Collected data entries

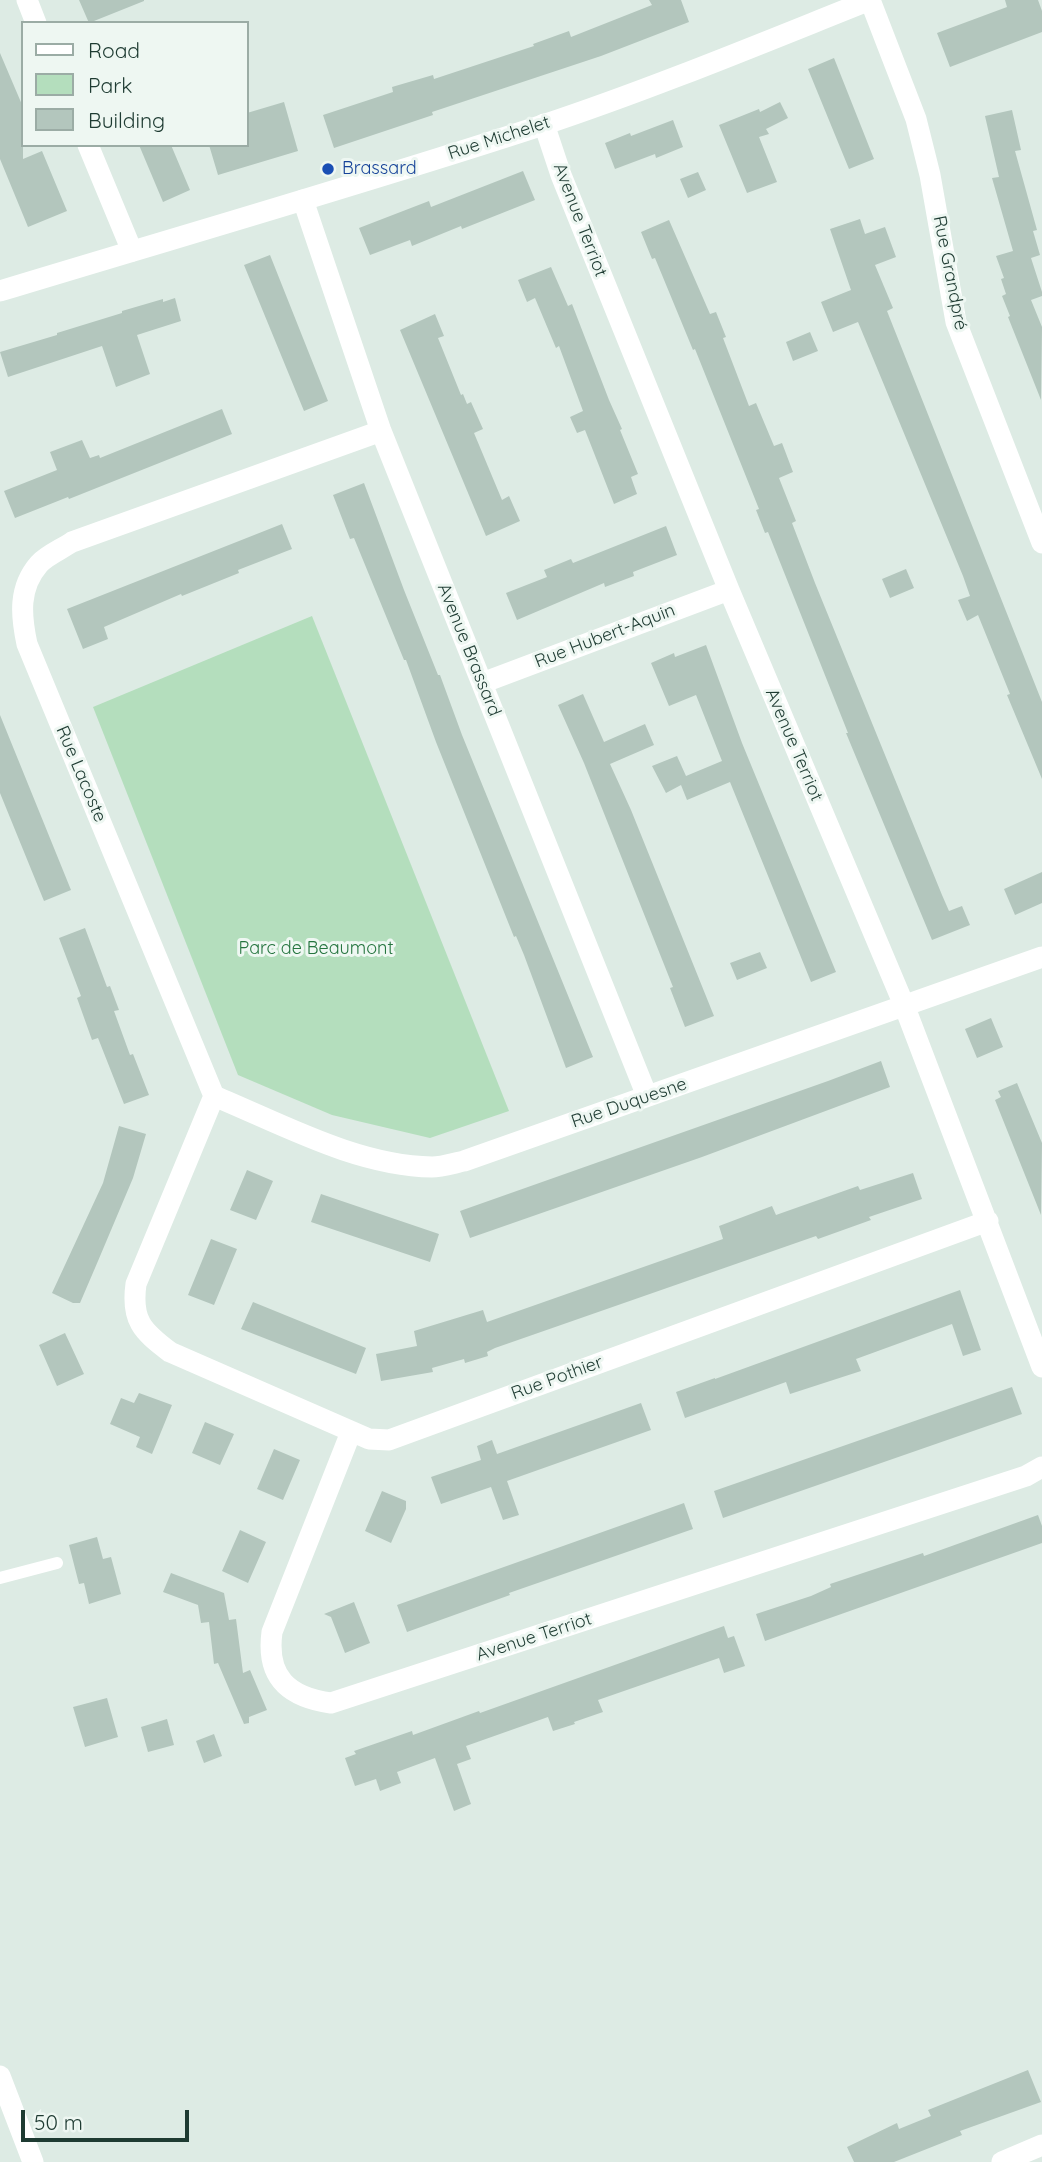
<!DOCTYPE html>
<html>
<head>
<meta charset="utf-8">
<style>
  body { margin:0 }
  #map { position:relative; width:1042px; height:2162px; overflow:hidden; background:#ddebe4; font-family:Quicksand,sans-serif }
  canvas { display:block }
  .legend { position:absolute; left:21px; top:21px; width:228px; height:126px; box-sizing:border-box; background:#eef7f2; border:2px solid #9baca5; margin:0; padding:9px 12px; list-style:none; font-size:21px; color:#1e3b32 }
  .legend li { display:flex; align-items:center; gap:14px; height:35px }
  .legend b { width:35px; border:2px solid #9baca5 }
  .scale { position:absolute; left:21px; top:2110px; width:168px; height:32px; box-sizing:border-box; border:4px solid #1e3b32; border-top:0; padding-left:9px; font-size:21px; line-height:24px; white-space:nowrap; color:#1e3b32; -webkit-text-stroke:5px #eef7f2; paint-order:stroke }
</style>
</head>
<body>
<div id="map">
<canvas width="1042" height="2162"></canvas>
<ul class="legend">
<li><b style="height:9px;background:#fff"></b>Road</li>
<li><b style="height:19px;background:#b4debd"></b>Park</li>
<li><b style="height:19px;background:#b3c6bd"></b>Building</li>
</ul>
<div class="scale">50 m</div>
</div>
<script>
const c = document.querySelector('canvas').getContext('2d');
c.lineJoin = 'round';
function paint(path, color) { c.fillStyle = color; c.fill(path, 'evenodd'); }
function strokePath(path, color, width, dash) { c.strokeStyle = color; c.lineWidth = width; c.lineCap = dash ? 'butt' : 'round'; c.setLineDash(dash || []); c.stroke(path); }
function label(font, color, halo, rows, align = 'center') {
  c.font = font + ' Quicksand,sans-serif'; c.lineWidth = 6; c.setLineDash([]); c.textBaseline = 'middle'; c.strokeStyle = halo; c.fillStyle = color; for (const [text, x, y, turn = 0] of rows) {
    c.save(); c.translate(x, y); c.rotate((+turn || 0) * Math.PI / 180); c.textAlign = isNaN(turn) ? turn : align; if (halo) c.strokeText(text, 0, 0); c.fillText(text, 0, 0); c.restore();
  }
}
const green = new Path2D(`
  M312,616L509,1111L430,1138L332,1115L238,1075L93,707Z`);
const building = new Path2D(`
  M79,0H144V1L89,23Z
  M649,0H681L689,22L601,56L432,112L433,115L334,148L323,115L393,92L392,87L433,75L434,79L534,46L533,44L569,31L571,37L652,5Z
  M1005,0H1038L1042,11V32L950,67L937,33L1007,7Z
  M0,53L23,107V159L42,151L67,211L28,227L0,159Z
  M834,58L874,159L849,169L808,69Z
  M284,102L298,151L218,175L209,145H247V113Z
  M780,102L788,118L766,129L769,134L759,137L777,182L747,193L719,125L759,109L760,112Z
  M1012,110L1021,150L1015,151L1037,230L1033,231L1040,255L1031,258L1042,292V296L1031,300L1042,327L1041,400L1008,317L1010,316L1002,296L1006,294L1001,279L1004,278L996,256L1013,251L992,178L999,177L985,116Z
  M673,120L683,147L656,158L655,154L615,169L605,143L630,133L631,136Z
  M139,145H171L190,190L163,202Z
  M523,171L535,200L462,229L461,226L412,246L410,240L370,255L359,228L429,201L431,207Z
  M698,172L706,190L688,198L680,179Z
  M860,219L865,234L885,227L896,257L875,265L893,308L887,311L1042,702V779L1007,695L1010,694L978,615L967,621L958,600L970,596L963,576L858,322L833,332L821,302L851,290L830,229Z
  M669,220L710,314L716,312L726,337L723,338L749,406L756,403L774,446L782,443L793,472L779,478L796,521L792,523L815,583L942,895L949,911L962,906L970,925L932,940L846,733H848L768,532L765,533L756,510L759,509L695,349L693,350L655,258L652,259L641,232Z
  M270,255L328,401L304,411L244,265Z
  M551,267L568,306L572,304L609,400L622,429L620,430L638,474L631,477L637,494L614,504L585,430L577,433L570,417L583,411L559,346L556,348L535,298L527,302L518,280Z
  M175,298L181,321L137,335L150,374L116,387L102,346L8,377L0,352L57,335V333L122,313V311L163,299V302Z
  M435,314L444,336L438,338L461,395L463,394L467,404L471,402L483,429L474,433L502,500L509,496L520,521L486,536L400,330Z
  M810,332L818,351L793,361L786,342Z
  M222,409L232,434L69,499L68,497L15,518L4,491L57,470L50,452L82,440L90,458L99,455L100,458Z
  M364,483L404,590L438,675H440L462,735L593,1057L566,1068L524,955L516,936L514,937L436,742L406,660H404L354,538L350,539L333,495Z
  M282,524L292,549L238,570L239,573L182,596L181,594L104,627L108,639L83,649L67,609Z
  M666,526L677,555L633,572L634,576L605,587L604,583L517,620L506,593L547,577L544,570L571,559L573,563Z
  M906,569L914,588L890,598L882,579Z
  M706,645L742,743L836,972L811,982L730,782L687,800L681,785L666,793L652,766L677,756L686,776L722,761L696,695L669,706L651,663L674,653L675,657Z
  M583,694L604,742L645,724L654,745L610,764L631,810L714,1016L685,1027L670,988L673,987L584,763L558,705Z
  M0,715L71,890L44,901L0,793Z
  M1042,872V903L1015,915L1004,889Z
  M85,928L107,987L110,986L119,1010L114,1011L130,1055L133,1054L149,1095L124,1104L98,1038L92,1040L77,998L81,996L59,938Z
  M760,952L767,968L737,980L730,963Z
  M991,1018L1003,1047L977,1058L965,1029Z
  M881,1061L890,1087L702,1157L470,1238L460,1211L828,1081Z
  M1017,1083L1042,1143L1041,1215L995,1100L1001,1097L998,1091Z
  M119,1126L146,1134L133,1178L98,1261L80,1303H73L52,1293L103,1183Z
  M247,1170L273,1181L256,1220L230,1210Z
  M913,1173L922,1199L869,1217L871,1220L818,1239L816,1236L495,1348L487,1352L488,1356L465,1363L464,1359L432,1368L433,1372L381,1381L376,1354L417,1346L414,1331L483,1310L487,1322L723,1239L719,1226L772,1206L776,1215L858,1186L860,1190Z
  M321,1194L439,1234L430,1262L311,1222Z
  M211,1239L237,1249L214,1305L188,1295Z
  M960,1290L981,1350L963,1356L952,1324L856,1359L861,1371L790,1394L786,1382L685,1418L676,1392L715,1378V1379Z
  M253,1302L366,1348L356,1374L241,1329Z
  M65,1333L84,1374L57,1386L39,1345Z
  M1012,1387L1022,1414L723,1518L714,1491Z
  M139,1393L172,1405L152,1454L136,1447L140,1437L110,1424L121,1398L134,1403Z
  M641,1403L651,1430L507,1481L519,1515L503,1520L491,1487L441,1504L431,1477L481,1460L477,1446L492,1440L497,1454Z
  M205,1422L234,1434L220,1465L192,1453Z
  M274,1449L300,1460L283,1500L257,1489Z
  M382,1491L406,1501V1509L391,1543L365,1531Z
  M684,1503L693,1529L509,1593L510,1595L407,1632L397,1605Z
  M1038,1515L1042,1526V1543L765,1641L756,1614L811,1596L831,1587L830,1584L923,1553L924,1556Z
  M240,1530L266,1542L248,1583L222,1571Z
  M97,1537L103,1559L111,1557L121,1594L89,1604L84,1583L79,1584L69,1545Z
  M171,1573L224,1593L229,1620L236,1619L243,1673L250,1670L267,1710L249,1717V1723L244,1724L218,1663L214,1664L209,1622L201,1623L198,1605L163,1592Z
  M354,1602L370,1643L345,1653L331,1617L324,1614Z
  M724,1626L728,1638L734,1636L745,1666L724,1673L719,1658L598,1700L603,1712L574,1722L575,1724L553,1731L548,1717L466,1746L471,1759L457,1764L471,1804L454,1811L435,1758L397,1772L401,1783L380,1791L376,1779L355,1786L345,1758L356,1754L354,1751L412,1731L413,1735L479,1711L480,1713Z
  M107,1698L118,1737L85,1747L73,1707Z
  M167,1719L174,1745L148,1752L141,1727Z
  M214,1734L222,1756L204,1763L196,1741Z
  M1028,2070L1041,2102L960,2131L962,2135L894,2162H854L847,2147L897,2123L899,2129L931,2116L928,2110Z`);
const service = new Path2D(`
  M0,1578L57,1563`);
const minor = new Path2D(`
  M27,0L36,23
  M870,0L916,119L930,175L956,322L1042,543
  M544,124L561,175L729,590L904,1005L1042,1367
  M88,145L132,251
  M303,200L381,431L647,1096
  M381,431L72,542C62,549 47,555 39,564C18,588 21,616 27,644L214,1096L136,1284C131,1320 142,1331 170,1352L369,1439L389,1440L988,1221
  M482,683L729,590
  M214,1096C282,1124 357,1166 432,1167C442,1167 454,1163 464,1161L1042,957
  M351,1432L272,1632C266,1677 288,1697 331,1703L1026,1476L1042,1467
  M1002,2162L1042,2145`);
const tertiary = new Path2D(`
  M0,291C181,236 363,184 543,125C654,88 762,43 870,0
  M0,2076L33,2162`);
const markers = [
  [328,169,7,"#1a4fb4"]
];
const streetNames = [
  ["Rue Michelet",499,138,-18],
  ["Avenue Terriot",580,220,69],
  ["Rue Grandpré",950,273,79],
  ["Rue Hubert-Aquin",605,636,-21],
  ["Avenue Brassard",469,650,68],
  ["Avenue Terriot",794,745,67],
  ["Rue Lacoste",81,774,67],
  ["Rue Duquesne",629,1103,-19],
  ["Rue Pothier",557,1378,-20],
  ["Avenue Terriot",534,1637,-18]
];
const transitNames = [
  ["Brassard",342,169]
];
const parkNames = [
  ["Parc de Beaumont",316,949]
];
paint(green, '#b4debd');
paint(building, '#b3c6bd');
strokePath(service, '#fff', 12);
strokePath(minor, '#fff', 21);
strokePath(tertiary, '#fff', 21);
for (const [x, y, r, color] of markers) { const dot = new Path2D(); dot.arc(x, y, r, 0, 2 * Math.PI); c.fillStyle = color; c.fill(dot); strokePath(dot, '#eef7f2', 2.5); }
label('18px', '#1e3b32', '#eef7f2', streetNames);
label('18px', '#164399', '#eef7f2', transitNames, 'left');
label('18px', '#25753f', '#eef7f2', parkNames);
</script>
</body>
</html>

**Prompt**
Whenever a line above includes the string "setLineDash", copy it.

**The completed task**
function strokePath(path, color, width, dash) { c.strokeStyle = color; c.lineWidth = width; c.lineCap = dash ? 'butt' : 'round'; c.setLineDash(dash || []); c.stroke(path); }
  c.font = font + ' Quicksand,sans-serif'; c.lineWidth = 6; c.setLineDash([]); c.textBaseline = 'middle'; c.strokeStyle = halo; c.fillStyle = color; for (const [text, x, y, turn = 0] of rows) {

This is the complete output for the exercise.